The Movie Waffler New to VOD/MUBI - HIT THE ROAD | The Movie Waffler

New to VOD/MUBI - HIT THE ROAD

hit the road review
A family bonds on a lengthy road trip.

Review by Benjamin Poole

Directed by: Panah Panahi

Starring: Hasan Majuni, Pantea Panahiha, Rayan Sarlak, Amin Simiar

hit the road poster

Can you think of anything worse than an extended cross country car journey in the searing heat with your nearest and dearest? For injury to insult, throw in an unwell dog and an ailing patriarch, too. Unimaginable misery? Courtesy of Panah Panahi’s feature length comedy/drama debut, Hit the Road, the dreadful concept has been authentically realised in all its nerve picking discomfort. Upon the mysterious journey which this family - comprised of Mom (Pantea Panahiha), Dad (Hasan Majuni), Little Brother (Rayan Sarlak) and taciturn Big Brother (Amin Similar) - are embarking on there are no particular blow ups, instead just the perfectly captured irritability of travelling in enclosed spaces, of being neither here nor there, with the conversation having run out miles back and only the dread anticipation of arrival to occupy the mind.

hit the road review

Yet, as the film continues, perhaps there is a rationale for the pointed silences, held in slightly-too-long lingering shots, which punctuate the otherwise indie-ish comedy tone of Hit the Road.

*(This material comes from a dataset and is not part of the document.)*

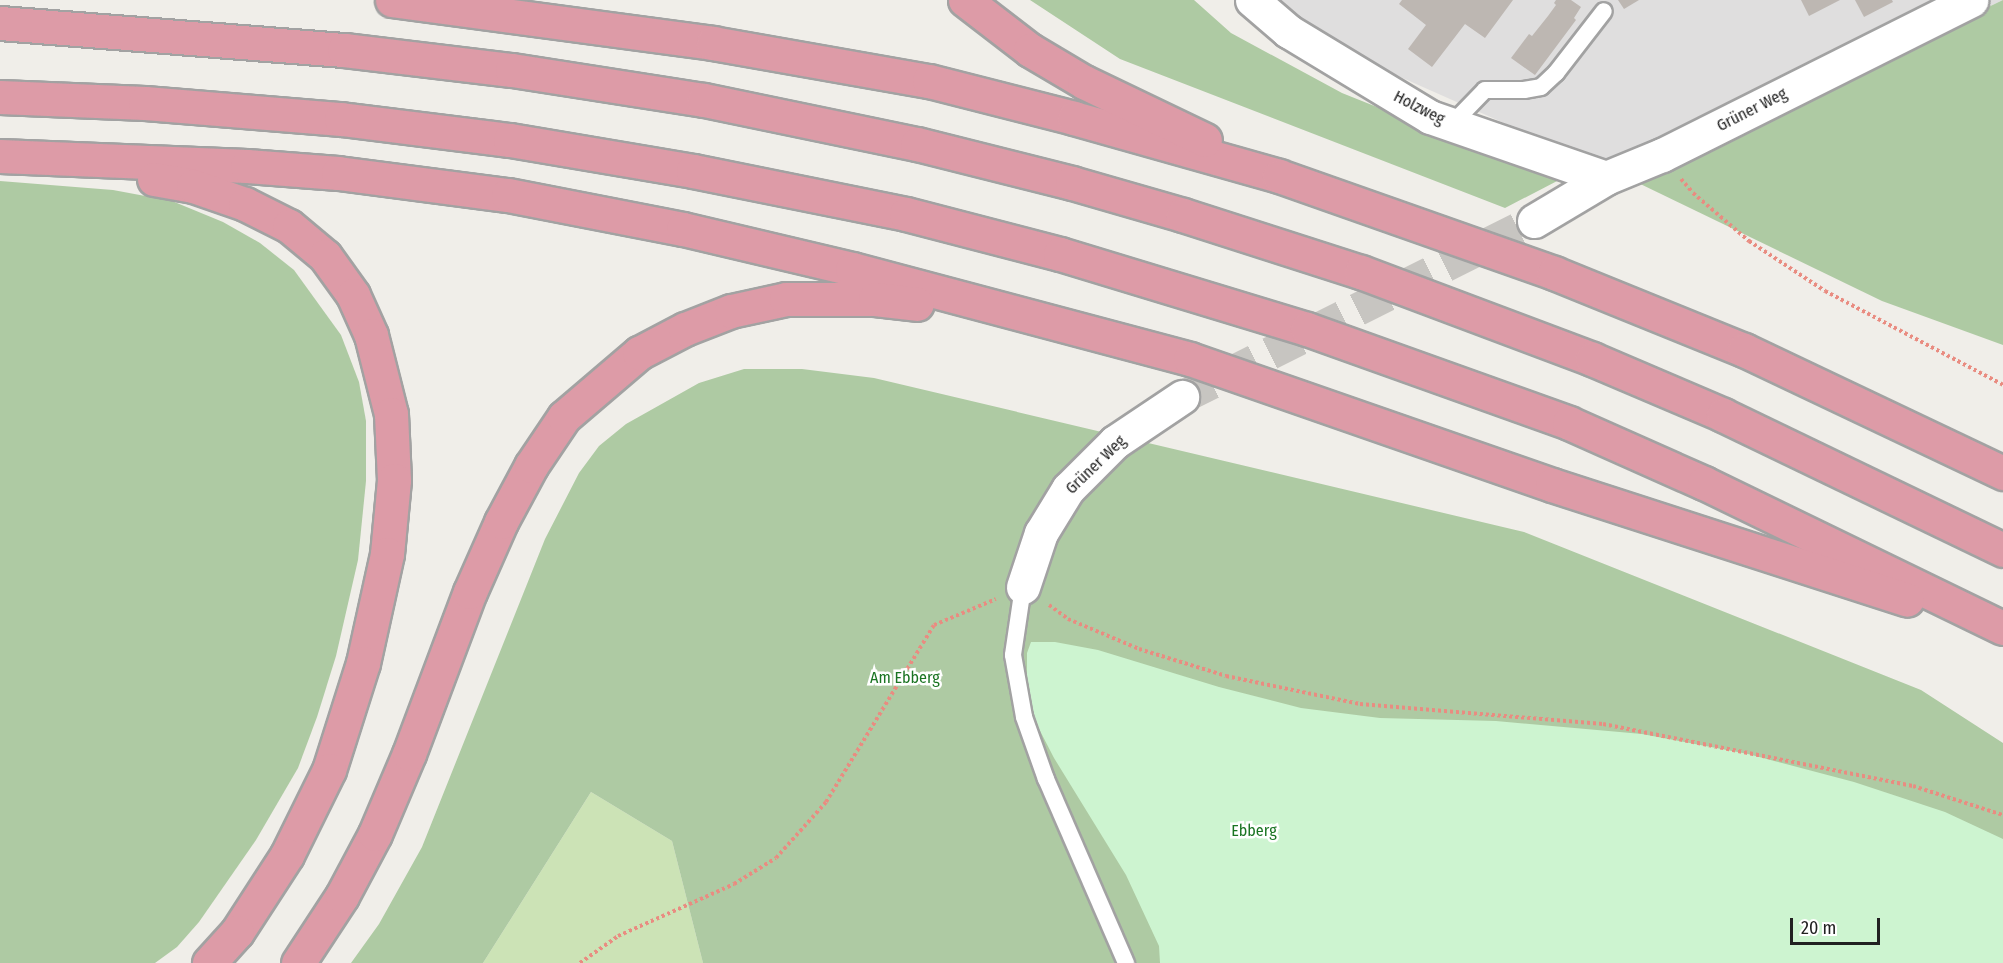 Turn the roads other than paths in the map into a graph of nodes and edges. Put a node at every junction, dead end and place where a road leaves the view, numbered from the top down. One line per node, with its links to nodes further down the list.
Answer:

As implied by the nominal nature of the cast list, this is a film which explicates familial links, and it eventually transpires that the unit are rushing to the Turkish border to smuggle Big Brother out of the country, for reasons which are vague but have implications of persecution. Hence the all-inclusive population of the car, sick animal and all. We are never privy to the specifics of Big Brother’s exodus, as writer/director Panahi recognises this is an irrelevance: Big Brother could be any young Iranian man or woman seeking asylum, suffering the same regime which has kept Dad under house arrest for years. The getaway is a factor of life, which the film underlines by the gentle, quotidian nature of both the journey and the film.

hit the road review

The family do bicker, and it is hot (the way in which Hit the Road captures the oppressive warmth of a car with janky A/C is quite something), but there are also moments of lovingly observed joy: Little Brother (Sarlak could be the film’s MVP, although your mileage may vary with this kid, being a hyperactive child prone to outbursts and misplaced excitements) plays the piano drawn on Dad’s cast, there are family singalongs (perhaps the only palatable aspect of long car journeys, after all). All of which make the manifestations of men in burlap masks, the wide-angle framing of the car against the devastatingly barren landscape, even more insidious...

hit the road review

The film it most reminded me of was that overrated Little Miss Sunshine, the indie everyone went nuts over when such distinctions between mainstream and independent cinema still existed (i.e., when people still went to the movies to see smaller films). But unlike that interminably smug little film, Hit the Road has a winning naturalism, a genuine sense of emotion and dignity. This is chiefly communicated by the wonderful Pantea Panahiha, whose matriarch is beautiful and stoic, driving the car and holding the disparate males of the family together as she internally comes to terms with soon losing one of them. The actor is, of course, the director’s own mother, giving Hit the Road a bittersweet authenticity that travels beyond the narrative.

Hit the Road is on UK/ROI VOD now and MUBI UK from October 20th.